I'll post more pictures this weekend.


----------



## CAROLINA MOM (May 12, 2009)

Congratulations! 

Welcome home Miss Honey, she's stunning. I knew she would be, I looked at the pictures of her parents, they are both gorgeous.

Love all the great pictures, everyone looks so happy.

Enjoy your new girl, looking forward to seeing more pictures.

Glad your trip went so well and you arrived home safely.


----------



## sameli102 (Aug 23, 2009)

What a journey Cathy! I can't tell you how happy I am for you. Gunner looks so happy and so does Honey. I'm so glad they get along and have each other to bond with. It's so perfect to have 2! Good luck at the vet and get some rest.


----------



## LibertyME (Jan 6, 2007)

Sooooo happy for you!! 
What a beautiful girl and Gunner looks to be very happy with the new addition!


----------



## Sweet Girl (Jun 10, 2010)

Great photos! So much happiness. Honey is beautiful - the perfect addition to your family. Looks like you are in for much fun and love.


----------



## Karen519 (Aug 21, 2006)

*cATHY*

Cathy

I can't begin to tell you HOW EXCITED I am for you and Gunner-Miss Honey looks like a doll baby-she is gorgeous!! I've already told you I LOVE HER NAME!
THE first picture is WONDERFUL-WAS going to ask how you did that! Who is the third dog?

How long did it take to make the ROUND TRIP?


----------



## rbrooks (Oct 23, 2011)

Congratulations!!!! Looks like they get along great!!!!

Bob


----------



## hvgoldens4 (Nov 25, 2009)

Karen519 said:


> Cathy
> 
> I can't begin to tell you HOW EXCITED I am for you and Gunner-Miss Honey looks like a doll baby-she is gorgeous!! I've already told you I LOVE HER NAME!
> THE first picture is WONDERFUL-WAS going to ask how you did that! Who is the third dog?
> ...


That photo was when everyone was meeting everyone. The 3rd dog-caboose , is one of our puppies-4 mos old Fancy.


----------



## CAROLINA MOM (May 12, 2009)

hvgoldens4 said:


> That photo was when everyone was meeting everyone. The 3rd dog-caboose , is one of our puppies-4 mos old Fancy.


That picture is priceless, love it.

Fancy is as beautiful as Honey, you have gorgeous dogs.


----------



## Bob Dylan (Mar 31, 2009)

Cathy, you now have a beautiful daughter and a handsome son. *CONGRATULATIONS!*

Love all the pictures, keep them coming!


----------



## inge (Sep 20, 2009)

What a pretty girl! She seems very much at home already. Congratulations!


----------



## Dallas Gold (Dec 22, 2007)

hvgoldens4 said:


> That photo was when everyone was meeting everyone. The 3rd dog-caboose , is one of our puppies-4 mos old Fancy.

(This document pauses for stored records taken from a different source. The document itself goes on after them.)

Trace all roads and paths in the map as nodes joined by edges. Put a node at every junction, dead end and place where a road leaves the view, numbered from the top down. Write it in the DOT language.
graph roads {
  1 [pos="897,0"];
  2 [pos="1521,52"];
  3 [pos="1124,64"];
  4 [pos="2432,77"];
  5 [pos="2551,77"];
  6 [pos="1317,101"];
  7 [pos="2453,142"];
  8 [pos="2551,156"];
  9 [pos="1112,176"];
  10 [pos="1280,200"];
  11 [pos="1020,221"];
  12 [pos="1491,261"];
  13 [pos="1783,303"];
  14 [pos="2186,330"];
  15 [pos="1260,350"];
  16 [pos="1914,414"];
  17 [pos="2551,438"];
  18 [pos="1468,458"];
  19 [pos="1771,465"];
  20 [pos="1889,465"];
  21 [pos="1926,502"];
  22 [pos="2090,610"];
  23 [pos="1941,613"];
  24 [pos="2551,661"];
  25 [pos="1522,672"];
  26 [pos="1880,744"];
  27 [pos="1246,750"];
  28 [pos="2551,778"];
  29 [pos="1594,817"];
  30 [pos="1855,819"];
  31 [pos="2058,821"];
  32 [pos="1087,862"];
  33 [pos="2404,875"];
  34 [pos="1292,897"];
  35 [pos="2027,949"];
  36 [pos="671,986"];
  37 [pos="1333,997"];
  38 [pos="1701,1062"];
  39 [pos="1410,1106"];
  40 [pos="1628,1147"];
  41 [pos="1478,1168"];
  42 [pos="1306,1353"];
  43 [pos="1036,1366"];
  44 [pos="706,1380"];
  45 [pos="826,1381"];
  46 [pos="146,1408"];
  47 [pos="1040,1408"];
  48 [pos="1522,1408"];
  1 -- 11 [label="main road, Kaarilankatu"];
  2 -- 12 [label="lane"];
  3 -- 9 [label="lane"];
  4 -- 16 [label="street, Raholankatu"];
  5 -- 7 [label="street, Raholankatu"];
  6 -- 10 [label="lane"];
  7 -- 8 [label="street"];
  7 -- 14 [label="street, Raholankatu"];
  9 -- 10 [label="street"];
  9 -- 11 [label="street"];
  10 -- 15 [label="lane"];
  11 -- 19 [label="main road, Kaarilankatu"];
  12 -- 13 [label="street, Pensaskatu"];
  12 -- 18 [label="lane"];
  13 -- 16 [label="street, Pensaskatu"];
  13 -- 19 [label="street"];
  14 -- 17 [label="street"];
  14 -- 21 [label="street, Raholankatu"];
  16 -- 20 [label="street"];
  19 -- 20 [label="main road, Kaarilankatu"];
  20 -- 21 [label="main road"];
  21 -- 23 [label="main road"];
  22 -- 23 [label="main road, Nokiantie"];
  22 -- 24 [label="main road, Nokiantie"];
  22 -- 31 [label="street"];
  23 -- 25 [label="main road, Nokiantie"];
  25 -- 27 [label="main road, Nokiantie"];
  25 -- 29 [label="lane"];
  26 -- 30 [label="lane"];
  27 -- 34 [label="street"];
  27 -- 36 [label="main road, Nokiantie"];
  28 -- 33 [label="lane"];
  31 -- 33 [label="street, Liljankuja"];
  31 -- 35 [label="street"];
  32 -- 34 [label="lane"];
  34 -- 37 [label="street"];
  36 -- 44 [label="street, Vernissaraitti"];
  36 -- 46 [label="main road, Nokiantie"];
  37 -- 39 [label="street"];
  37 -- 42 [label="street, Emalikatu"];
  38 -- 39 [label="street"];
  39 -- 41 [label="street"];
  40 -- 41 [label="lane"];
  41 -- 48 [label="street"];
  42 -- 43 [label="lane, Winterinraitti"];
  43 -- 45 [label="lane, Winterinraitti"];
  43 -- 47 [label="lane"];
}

That is a darling photo, and I think I'm in love with little Miss Fancy!!


----------



## Rob's GRs (Feb 25, 2007)

Looks like you have a great addition to your home now. She is great looking and appears to enjoy Gunners company.


----------



## Cathy's Gunner (Dec 4, 2008)

Took Honey to the vet and they all went crazy over her. They couldn't believe she is 16 months. She is so calm and just sat or laid down on the floor. My vet and I are good friends (she has a Golden). We surprised her with Honey. The staff told them that I was there about Gunner. She knew I had been looking but she didn't know that I had found my dream girl. Jennifer is hoping to get all the old vet records faxed over so we didn't have any shots today. We don't know exactly if she needs anything right now.


----------



## Karen519 (Aug 21, 2006)

*HVGoldens*

HVGoldens: So you are Jennifer!! Wonderful pictures and I love the 3 dog caboose and your little FANCY IS SO ADORABLE!!


----------



## Hearts of Gold (Dec 18, 2010)

Congratulations!

She is Gorgeous!!!!

:--crazy_love:


----------



## Cathy's Gunner (Dec 4, 2008)

Honey and Jennifer (I forgot I had this on my cell phone)


----------



## cgriffin (Nov 30, 2011)

Congratulations. Gunner's little sis is beautiful, of course, so is Gunner.


----------



## hvgoldens4 (Nov 25, 2009)

Karen519 said:


> HVGoldens: So you are Jennifer!! Wonderful pictures and I love the 3 dog caboose and your little FANCY IS SO ADORABLE!!


 
Thanks and yes, I am Jennifer  Fancy is quite the stinkpot and smart as a whip but we love her!!


----------



## Cathy's Gunner (Dec 4, 2008)

*Honey update*

Honey and Gunner are doing wonderful! It's like they have always been together. I put Honey in her crate and left for about 90 minutes yesterday to visit the nursing home. Gunner stayed home too and I'm betting he laid right next to the crate while I was gone. Honey is my little shadow (just like Gunner was at her age). She goes every where with me. My two kids are laying by me, each chewing on a deer antler. Honey is adjusting so well. 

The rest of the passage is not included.